Return the records below word for word.

═════ Material for the task

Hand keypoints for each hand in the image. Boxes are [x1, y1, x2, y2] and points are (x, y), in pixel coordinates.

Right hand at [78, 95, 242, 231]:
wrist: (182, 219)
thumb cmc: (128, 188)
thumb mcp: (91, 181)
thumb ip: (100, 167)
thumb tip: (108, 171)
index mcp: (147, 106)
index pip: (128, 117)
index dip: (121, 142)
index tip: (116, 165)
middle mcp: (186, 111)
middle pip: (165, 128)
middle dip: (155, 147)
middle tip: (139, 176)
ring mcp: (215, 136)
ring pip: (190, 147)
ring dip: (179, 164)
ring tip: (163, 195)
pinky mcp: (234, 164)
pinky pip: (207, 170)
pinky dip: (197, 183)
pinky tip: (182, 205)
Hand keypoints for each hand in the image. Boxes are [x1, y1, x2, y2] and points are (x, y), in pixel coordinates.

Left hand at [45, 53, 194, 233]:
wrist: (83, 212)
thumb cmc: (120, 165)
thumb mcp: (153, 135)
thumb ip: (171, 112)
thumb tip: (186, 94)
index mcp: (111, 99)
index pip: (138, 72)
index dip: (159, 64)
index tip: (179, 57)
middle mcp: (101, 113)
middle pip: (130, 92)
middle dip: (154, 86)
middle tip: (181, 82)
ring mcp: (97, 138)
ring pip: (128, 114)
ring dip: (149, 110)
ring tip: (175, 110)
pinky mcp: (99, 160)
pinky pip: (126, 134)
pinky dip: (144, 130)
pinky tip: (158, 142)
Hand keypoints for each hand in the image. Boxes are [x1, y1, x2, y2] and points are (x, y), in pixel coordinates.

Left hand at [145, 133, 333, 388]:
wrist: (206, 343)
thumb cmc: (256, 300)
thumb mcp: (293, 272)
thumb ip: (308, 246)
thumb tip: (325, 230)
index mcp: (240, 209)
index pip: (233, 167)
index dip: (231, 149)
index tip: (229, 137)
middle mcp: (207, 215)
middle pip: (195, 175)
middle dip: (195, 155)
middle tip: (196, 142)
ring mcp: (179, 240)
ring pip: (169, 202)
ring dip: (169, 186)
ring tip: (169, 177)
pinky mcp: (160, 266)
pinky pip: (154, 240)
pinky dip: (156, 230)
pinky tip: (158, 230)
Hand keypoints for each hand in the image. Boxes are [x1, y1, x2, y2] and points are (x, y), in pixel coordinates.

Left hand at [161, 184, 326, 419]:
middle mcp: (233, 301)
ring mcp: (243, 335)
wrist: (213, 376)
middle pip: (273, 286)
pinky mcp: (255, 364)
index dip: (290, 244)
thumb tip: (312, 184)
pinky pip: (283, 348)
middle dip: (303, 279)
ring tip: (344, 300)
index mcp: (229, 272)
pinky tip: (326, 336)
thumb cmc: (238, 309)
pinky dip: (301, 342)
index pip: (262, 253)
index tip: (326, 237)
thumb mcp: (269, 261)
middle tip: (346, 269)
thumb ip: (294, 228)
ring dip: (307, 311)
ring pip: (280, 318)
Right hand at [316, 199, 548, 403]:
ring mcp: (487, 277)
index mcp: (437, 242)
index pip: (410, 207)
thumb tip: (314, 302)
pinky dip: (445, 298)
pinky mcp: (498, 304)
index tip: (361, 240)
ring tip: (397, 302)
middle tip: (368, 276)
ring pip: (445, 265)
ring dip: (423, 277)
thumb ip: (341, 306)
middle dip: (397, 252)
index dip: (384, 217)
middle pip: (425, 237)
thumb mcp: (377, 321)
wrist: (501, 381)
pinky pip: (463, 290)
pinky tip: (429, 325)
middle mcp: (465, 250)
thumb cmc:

══════════

Result below:
Hand keypoints for each hand in the image. Boxes are [x1, y1, x2, y2] and points are (x, y), in pixel coordinates.

Right hand at [78, 95, 242, 231]:
wrist: (182, 219)
thumb cmc: (128, 188)
thumb mcp: (91, 181)
thumb ip: (100, 167)
thumb tip: (108, 171)
index mcp: (147, 106)
index pip: (128, 117)
index dip: (121, 142)
index tip: (116, 165)
middle mcp: (186, 111)
middle pip: (165, 128)
middle dip: (155, 147)
middle tip: (139, 176)
ring mcp: (215, 136)
ring pip: (190, 147)
ring dip: (179, 164)
ring tip: (163, 195)
pinky mcp: (234, 164)
pinky pip: (207, 170)
pinky dip: (197, 183)
pinky tip: (182, 205)
Hand keypoints for each hand in the image. Boxes are [x1, y1, x2, y2] and points are (x, y), in pixel coordinates.

Left hand at [45, 53, 194, 233]:
wrist: (83, 212)
thumb cmc: (120, 165)
thumb mcp: (153, 135)
thumb ip: (171, 112)
thumb tip: (186, 94)
index mcp: (111, 99)
index pip: (138, 72)
index dip: (159, 64)
index tip: (179, 57)
middle mcp: (101, 113)
middle pip: (130, 92)
middle dip: (154, 86)
middle tip: (181, 82)
ring mcp: (97, 138)
ring pip: (128, 114)
ring dip: (149, 110)
ring tip: (175, 110)
pinky mcp: (99, 160)
pinky pip: (126, 134)
pinky dip: (144, 130)
pinky tip: (158, 142)
Hand keypoints for each hand in the image. Boxes are [x1, y1, x2, y2] and points are (x, y), in pixel coordinates.

Left hand at [145, 133, 333, 388]:
wrist: (206, 343)
thumb cmc: (256, 300)
thumb mcp: (293, 272)
thumb ip: (308, 246)
thumb tip: (325, 230)
index mcp: (240, 209)
index pip: (233, 167)
index dip: (231, 149)
index tip: (229, 137)
middle mcp: (207, 215)
middle pip: (195, 175)
middle dip: (195, 155)
middle tip: (196, 142)
ring mcp: (179, 240)
ring pip: (169, 202)
ring dip: (169, 186)
ring tip: (169, 177)
pinky mcp: (160, 266)
pinky pip: (154, 240)
pinky dip: (156, 230)
pinky tip: (158, 230)
Hand keypoints for each hand in the image. Boxes are [x1, y1, x2, y2] and points are (x, y), in pixel coordinates.

Left hand at [161, 184, 326, 419]:
middle mcp: (233, 301)
ring mcp: (243, 335)
wrist: (213, 376)
middle pip: (273, 286)
pinky mcp: (255, 364)
index dip: (290, 244)
thumb tip: (312, 184)
pinky pip: (283, 348)
middle dip: (303, 279)
ring tip: (344, 300)
index mcp: (229, 272)
pinky tip: (326, 336)
thumb cmc: (238, 309)
pinky dip: (301, 342)
index pip: (262, 253)
index tip: (326, 237)
thumb mcp: (269, 261)
middle tip: (346, 269)
thumb ip: (294, 228)
ring dip: (307, 311)
ring pip: (280, 318)
Right hand at [316, 199, 548, 403]:
ring mcp: (487, 277)
index mcp: (437, 242)
index pip: (410, 207)
thumb tip: (314, 302)
pinky dip: (445, 298)
pinky mcp: (498, 304)
index tip: (361, 240)
ring tip: (397, 302)
middle tip: (368, 276)
ring pip: (445, 265)
ring dip: (423, 277)
thumb ip: (341, 306)
middle dip: (397, 252)
index dip: (384, 217)
middle pip: (425, 237)
thumb mcp: (377, 321)
wrist: (501, 381)
pinky pip: (463, 290)
pinky tip: (429, 325)
middle mcp: (465, 250)
thumb cmc:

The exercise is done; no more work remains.